*WHAT IS REQUIRED*.
Of all the lines in the material, count those containing the string "from" and write only the resulting number.

*EXTRACTED ENTRIES*.
........

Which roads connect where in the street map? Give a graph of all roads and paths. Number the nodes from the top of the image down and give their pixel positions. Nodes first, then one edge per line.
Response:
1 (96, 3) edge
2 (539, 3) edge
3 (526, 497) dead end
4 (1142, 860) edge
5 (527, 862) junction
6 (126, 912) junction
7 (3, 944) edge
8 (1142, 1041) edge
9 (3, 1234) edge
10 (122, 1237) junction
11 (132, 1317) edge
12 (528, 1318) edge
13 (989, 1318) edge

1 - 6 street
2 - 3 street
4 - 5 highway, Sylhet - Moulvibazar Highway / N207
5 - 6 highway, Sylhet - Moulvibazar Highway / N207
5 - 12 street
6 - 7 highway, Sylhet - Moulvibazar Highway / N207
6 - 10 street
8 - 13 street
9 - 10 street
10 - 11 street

........

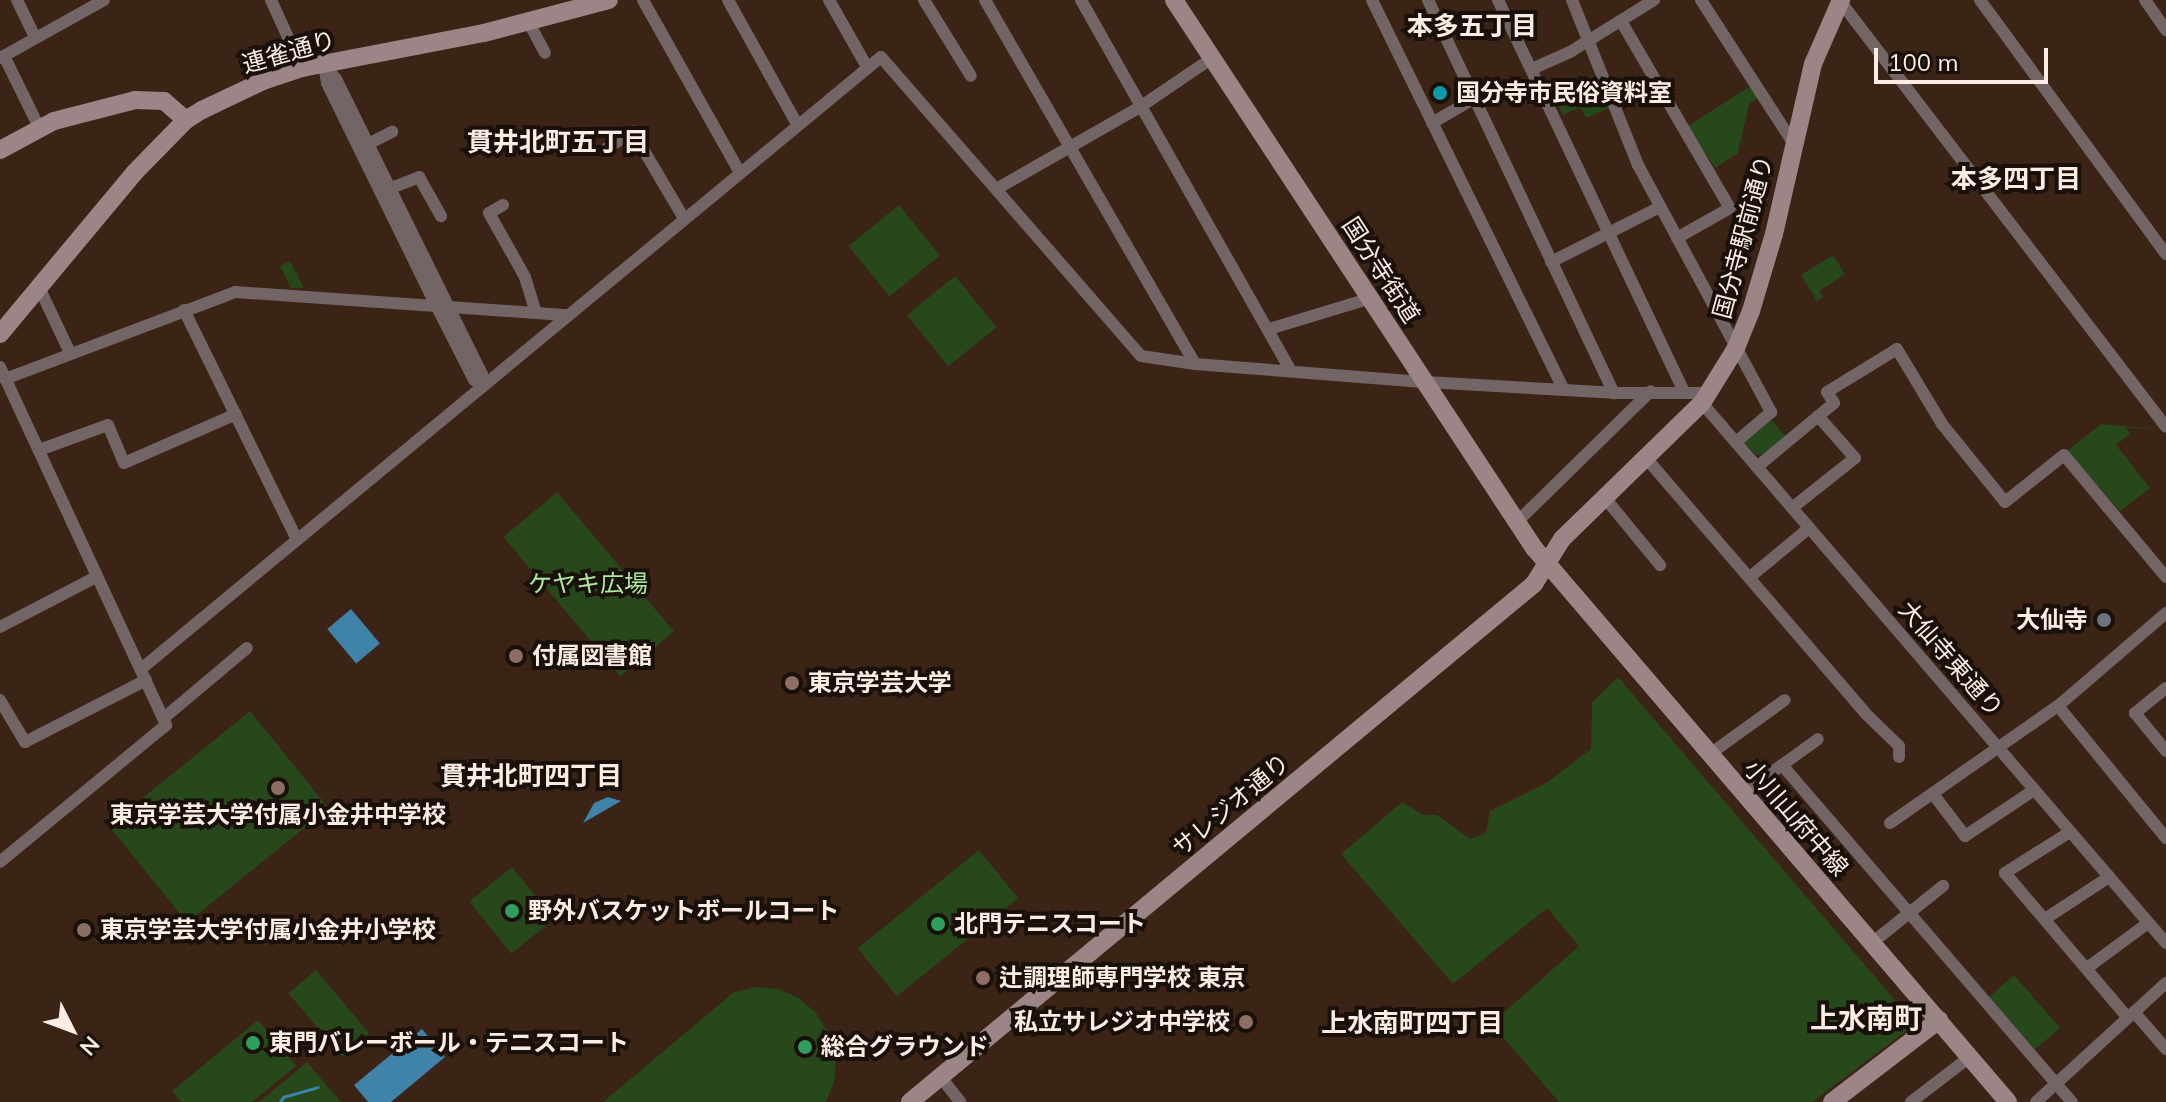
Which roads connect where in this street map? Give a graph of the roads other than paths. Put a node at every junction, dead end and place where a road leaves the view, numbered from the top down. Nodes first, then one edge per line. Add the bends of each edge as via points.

........

*TASK SOLUTION*.
2